• _WHAT IS BEING ASKED_
Write out each line below precisely, passing over the pictures.

• _DATA_
··········
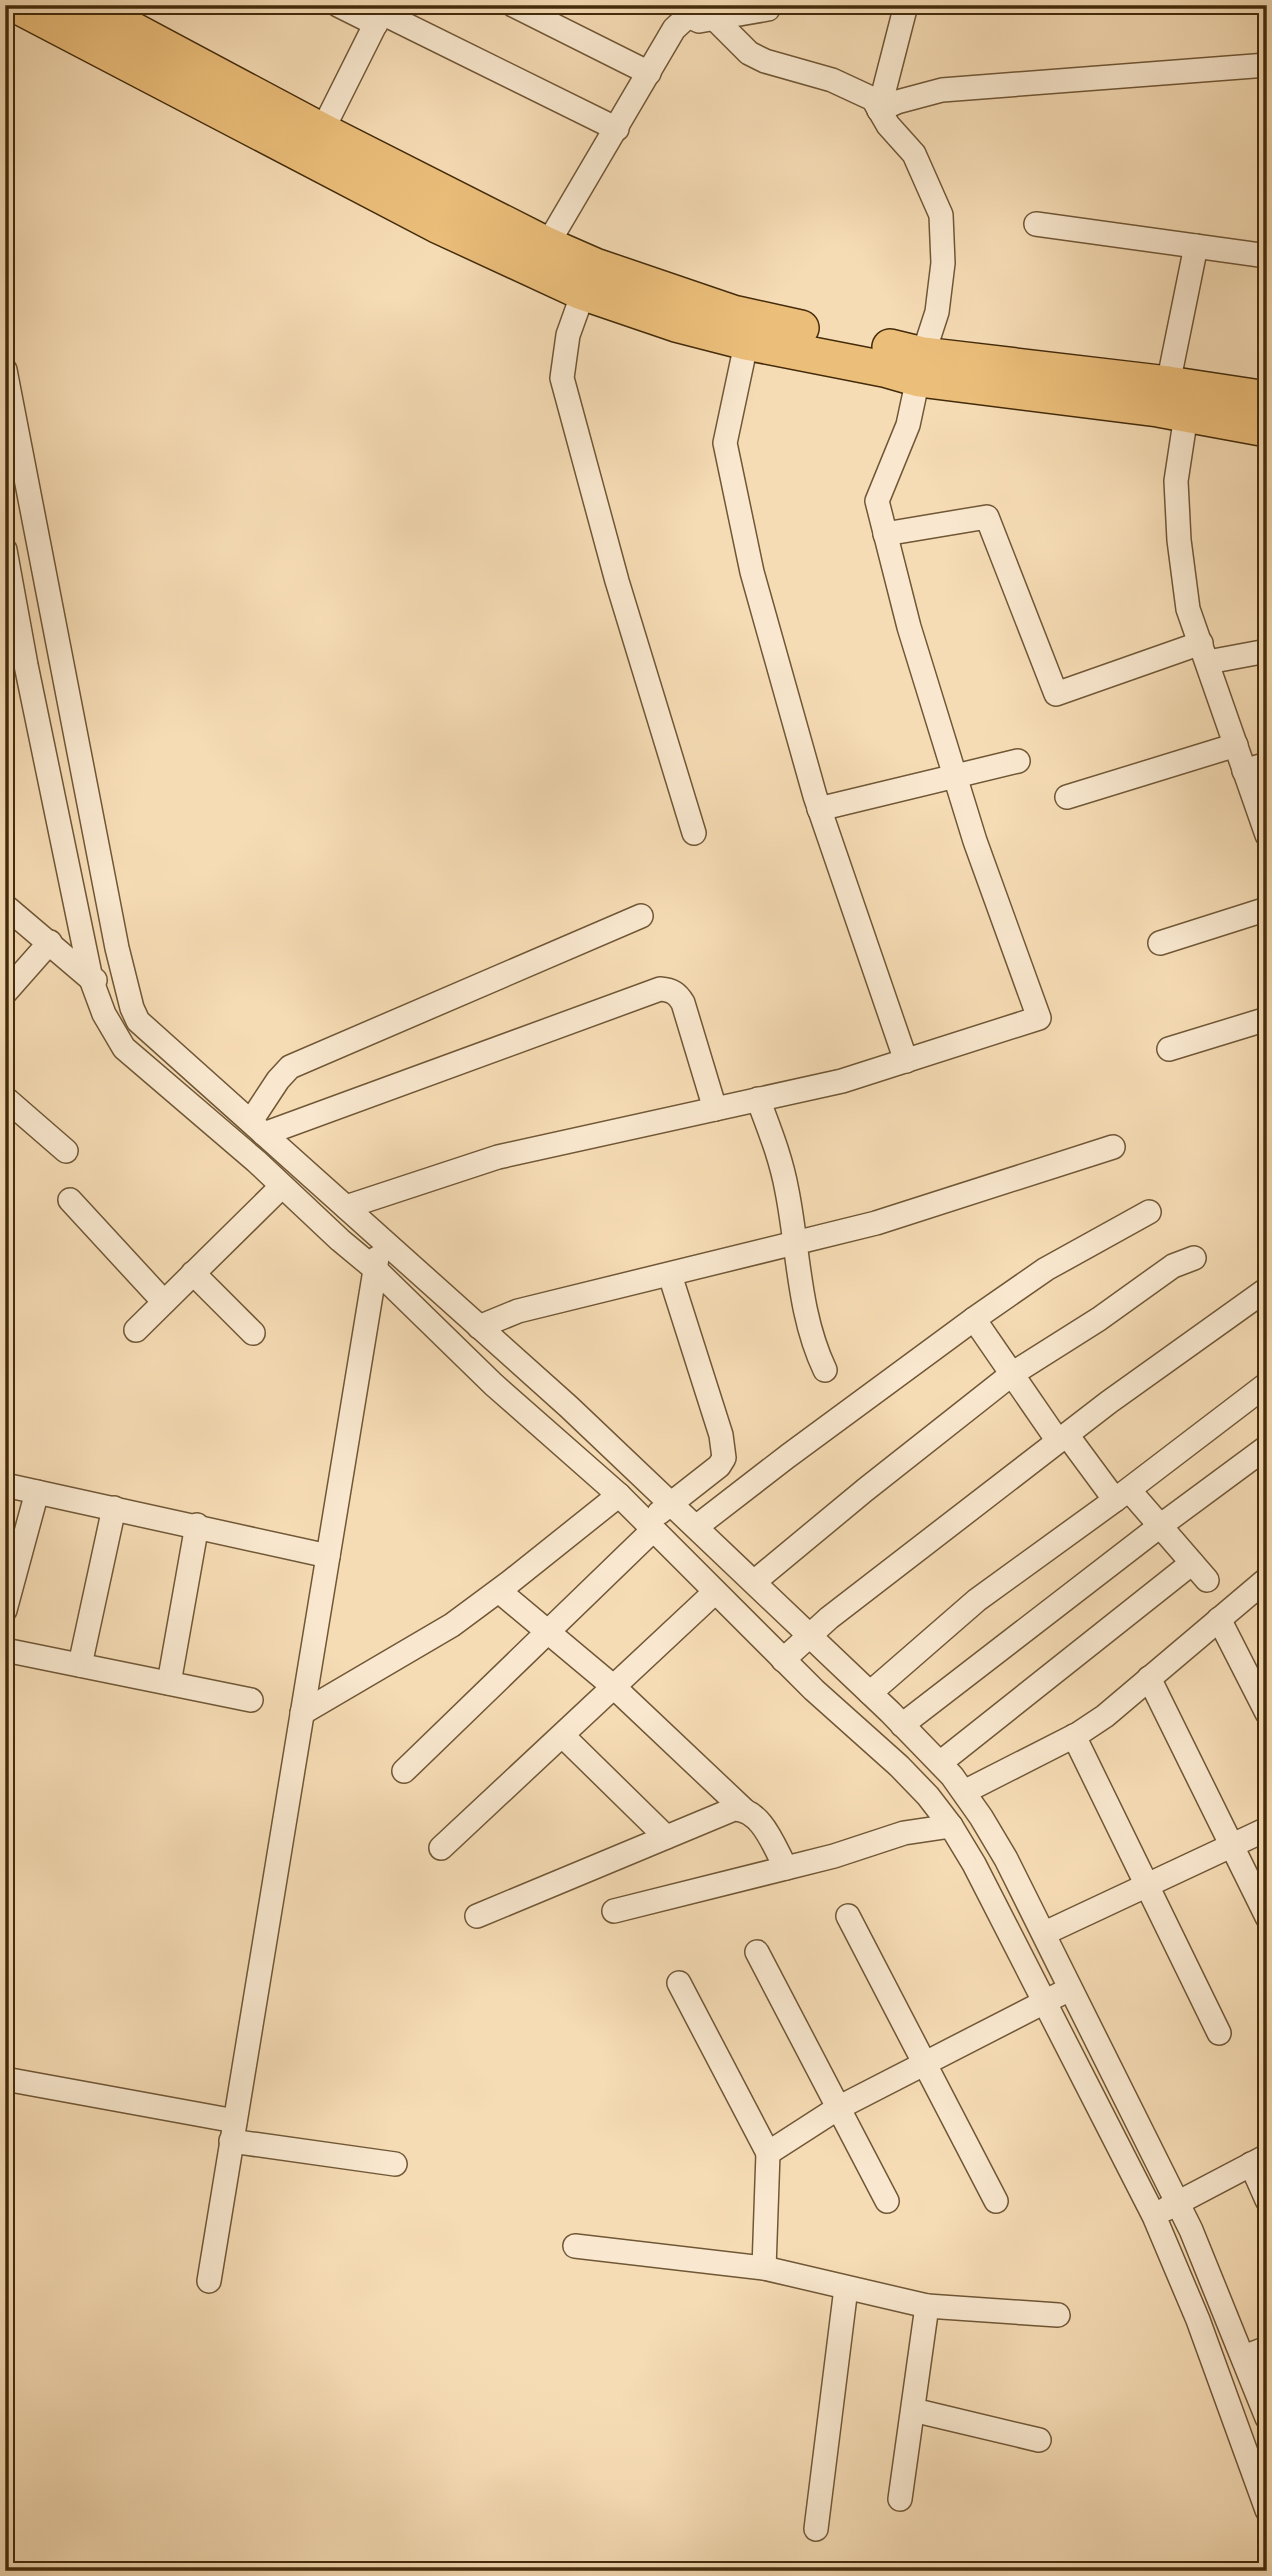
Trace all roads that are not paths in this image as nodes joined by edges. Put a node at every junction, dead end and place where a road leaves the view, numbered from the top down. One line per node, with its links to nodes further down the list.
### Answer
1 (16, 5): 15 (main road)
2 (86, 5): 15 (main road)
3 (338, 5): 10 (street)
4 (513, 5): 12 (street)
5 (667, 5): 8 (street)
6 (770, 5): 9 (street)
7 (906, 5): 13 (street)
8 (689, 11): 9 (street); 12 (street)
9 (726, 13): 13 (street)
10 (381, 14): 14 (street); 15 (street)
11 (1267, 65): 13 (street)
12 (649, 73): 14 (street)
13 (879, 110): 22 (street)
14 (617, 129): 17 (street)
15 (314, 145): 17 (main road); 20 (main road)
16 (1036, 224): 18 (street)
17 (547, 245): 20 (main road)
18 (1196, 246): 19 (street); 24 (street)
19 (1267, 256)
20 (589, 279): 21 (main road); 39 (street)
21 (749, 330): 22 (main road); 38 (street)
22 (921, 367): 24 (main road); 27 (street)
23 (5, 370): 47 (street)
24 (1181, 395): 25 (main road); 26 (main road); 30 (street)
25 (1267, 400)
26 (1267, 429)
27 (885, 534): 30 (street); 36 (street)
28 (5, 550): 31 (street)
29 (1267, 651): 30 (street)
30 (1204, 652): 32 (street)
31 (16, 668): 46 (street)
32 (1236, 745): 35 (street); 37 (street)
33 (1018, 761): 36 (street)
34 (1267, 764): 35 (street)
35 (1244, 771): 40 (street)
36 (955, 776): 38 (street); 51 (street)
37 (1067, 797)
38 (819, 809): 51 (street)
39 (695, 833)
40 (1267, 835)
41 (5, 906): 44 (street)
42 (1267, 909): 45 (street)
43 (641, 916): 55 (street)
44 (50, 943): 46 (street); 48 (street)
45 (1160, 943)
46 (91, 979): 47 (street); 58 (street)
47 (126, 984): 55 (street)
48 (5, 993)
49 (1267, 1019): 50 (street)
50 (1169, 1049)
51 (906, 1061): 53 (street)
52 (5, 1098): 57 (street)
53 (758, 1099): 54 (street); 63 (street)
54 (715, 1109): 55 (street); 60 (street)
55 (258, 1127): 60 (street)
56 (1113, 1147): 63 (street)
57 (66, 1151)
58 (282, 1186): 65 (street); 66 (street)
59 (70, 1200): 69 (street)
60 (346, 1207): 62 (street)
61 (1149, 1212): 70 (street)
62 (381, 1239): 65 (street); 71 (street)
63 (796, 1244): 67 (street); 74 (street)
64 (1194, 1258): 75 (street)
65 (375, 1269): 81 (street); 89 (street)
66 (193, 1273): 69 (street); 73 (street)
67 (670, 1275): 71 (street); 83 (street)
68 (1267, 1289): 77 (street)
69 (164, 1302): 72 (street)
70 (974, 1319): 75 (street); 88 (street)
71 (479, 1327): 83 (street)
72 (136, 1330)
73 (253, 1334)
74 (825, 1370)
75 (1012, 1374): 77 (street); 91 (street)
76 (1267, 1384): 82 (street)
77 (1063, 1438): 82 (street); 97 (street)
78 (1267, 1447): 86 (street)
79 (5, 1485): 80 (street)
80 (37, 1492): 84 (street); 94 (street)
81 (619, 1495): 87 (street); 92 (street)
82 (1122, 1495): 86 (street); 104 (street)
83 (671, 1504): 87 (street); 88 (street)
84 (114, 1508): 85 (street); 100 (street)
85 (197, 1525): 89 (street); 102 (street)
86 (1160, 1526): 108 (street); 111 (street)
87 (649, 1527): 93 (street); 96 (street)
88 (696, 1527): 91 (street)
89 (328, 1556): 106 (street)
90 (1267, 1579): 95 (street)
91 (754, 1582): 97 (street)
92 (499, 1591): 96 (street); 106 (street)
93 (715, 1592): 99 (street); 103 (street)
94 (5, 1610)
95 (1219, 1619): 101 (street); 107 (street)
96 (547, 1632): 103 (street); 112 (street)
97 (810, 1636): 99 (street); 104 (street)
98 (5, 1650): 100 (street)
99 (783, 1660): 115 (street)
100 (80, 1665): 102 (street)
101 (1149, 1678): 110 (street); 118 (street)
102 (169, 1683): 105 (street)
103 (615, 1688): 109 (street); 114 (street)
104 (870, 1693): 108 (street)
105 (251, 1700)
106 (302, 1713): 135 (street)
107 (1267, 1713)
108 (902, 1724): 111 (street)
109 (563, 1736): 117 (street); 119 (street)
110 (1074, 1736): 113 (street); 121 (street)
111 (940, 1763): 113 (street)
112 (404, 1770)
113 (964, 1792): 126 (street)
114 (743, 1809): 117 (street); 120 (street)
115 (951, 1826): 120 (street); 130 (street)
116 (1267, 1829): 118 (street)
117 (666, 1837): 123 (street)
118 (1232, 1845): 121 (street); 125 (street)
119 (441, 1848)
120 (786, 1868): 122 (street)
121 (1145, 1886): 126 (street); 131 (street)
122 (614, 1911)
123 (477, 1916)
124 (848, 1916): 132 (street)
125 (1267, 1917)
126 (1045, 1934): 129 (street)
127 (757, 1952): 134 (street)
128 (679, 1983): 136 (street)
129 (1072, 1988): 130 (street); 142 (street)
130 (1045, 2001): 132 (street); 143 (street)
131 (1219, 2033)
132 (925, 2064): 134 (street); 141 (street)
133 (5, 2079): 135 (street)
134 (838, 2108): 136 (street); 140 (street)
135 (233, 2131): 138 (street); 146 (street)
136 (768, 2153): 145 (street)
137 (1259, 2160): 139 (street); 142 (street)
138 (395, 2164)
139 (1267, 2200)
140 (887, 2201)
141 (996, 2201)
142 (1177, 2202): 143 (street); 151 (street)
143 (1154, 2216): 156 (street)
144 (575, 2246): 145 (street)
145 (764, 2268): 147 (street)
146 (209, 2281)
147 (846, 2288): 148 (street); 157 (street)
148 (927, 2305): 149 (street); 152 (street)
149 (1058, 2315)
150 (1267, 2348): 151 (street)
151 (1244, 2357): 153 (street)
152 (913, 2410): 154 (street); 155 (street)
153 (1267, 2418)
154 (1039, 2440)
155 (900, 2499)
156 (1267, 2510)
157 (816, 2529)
··········
• _SOLUTION_
Trace all roads that are not paths in this image as nodes joined by edges. Put a node at every junction, dead end and place where a road leaves the view, numbered from the top down. One line per node, with its links to nodes further down the list.
### Answer
1 (16, 5): 15 (main road)
2 (86, 5): 15 (main road)
3 (338, 5): 10 (street)
4 (513, 5): 12 (street)
5 (667, 5): 8 (street)
6 (770, 5): 9 (street)
7 (906, 5): 13 (street)
8 (689, 11): 9 (street); 12 (street)
9 (726, 13): 13 (street)
10 (381, 14): 14 (street); 15 (street)
11 (1267, 65): 13 (street)
12 (649, 73): 14 (street)
13 (879, 110): 22 (street)
14 (617, 129): 17 (street)
15 (314, 145): 17 (main road); 20 (main road)
16 (1036, 224): 18 (street)
17 (547, 245): 20 (main road)
18 (1196, 246): 19 (street); 24 (street)
19 (1267, 256)
20 (589, 279): 21 (main road); 39 (street)
21 (749, 330): 22 (main road); 38 (street)
22 (921, 367): 24 (main road); 27 (street)
23 (5, 370): 47 (street)
24 (1181, 395): 25 (main road); 26 (main road); 30 (street)
25 (1267, 400)
26 (1267, 429)
27 (885, 534): 30 (street); 36 (street)
28 (5, 550): 31 (street)
29 (1267, 651): 30 (street)
30 (1204, 652): 32 (street)
31 (16, 668): 46 (street)
32 (1236, 745): 35 (street); 37 (street)
33 (1018, 761): 36 (street)
34 (1267, 764): 35 (street)
35 (1244, 771): 40 (street)
36 (955, 776): 38 (street); 51 (street)
37 (1067, 797)
38 (819, 809): 51 (street)
39 (695, 833)
40 (1267, 835)
41 (5, 906): 44 (street)
42 (1267, 909): 45 (street)
43 (641, 916): 55 (street)
44 (50, 943): 46 (street); 48 (street)
45 (1160, 943)
46 (91, 979): 47 (street); 58 (street)
47 (126, 984): 55 (street)
48 (5, 993)
49 (1267, 1019): 50 (street)
50 (1169, 1049)
51 (906, 1061): 53 (street)
52 (5, 1098): 57 (street)
53 (758, 1099): 54 (street); 63 (street)
54 (715, 1109): 55 (street); 60 (street)
55 (258, 1127): 60 (street)
56 (1113, 1147): 63 (street)
57 (66, 1151)
58 (282, 1186): 65 (street); 66 (street)
59 (70, 1200): 69 (street)
60 (346, 1207): 62 (street)
61 (1149, 1212): 70 (street)
62 (381, 1239): 65 (street); 71 (street)
63 (796, 1244): 67 (street); 74 (street)
64 (1194, 1258): 75 (street)
65 (375, 1269): 81 (street); 89 (street)
66 (193, 1273): 69 (street); 73 (street)
67 (670, 1275): 71 (street); 83 (street)
68 (1267, 1289): 77 (street)
69 (164, 1302): 72 (street)
70 (974, 1319): 75 (street); 88 (street)
71 (479, 1327): 83 (street)
72 (136, 1330)
73 (253, 1334)
74 (825, 1370)
75 (1012, 1374): 77 (street); 91 (street)
76 (1267, 1384): 82 (street)
77 (1063, 1438): 82 (street); 97 (street)
78 (1267, 1447): 86 (street)
79 (5, 1485): 80 (street)
80 (37, 1492): 84 (street); 94 (street)
81 (619, 1495): 87 (street); 92 (street)
82 (1122, 1495): 86 (street); 104 (street)
83 (671, 1504): 87 (street); 88 (street)
84 (114, 1508): 85 (street); 100 (street)
85 (197, 1525): 89 (street); 102 (street)
86 (1160, 1526): 108 (street); 111 (street)
87 (649, 1527): 93 (street); 96 (street)
88 (696, 1527): 91 (street)
89 (328, 1556): 106 (street)
90 (1267, 1579): 95 (street)
91 (754, 1582): 97 (street)
92 (499, 1591): 96 (street); 106 (street)
93 (715, 1592): 99 (street); 103 (street)
94 (5, 1610)
95 (1219, 1619): 101 (street); 107 (street)
96 (547, 1632): 103 (street); 112 (street)
97 (810, 1636): 99 (street); 104 (street)
98 (5, 1650): 100 (street)
99 (783, 1660): 115 (street)
100 (80, 1665): 102 (street)
101 (1149, 1678): 110 (street); 118 (street)
102 (169, 1683): 105 (street)
103 (615, 1688): 109 (street); 114 (street)
104 (870, 1693): 108 (street)
105 (251, 1700)
106 (302, 1713): 135 (street)
107 (1267, 1713)
108 (902, 1724): 111 (street)
109 (563, 1736): 117 (street); 119 (street)
110 (1074, 1736): 113 (street); 121 (street)
111 (940, 1763): 113 (street)
112 (404, 1770)
113 (964, 1792): 126 (street)
114 (743, 1809): 117 (street); 120 (street)
115 (951, 1826): 120 (street); 130 (street)
116 (1267, 1829): 118 (street)
117 (666, 1837): 123 (street)
118 (1232, 1845): 121 (street); 125 (street)
119 (441, 1848)
120 (786, 1868): 122 (street)
121 (1145, 1886): 126 (street); 131 (street)
122 (614, 1911)
123 (477, 1916)
124 (848, 1916): 132 (street)
125 (1267, 1917)
126 (1045, 1934): 129 (street)
127 (757, 1952): 134 (street)
128 (679, 1983): 136 (street)
129 (1072, 1988): 130 (street); 142 (street)
130 (1045, 2001): 132 (street); 143 (street)
131 (1219, 2033)
132 (925, 2064): 134 (street); 141 (street)
133 (5, 2079): 135 (street)
134 (838, 2108): 136 (street); 140 (street)
135 (233, 2131): 138 (street); 146 (street)
136 (768, 2153): 145 (street)
137 (1259, 2160): 139 (street); 142 (street)
138 (395, 2164)
139 (1267, 2200)
140 (887, 2201)
141 (996, 2201)
142 (1177, 2202): 143 (street); 151 (street)
143 (1154, 2216): 156 (street)
144 (575, 2246): 145 (street)
145 (764, 2268): 147 (street)
146 (209, 2281)
147 (846, 2288): 148 (street); 157 (street)
148 (927, 2305): 149 (street); 152 (street)
149 (1058, 2315)
150 (1267, 2348): 151 (street)
151 (1244, 2357): 153 (street)
152 (913, 2410): 154 (street); 155 (street)
153 (1267, 2418)
154 (1039, 2440)
155 (900, 2499)
156 (1267, 2510)
157 (816, 2529)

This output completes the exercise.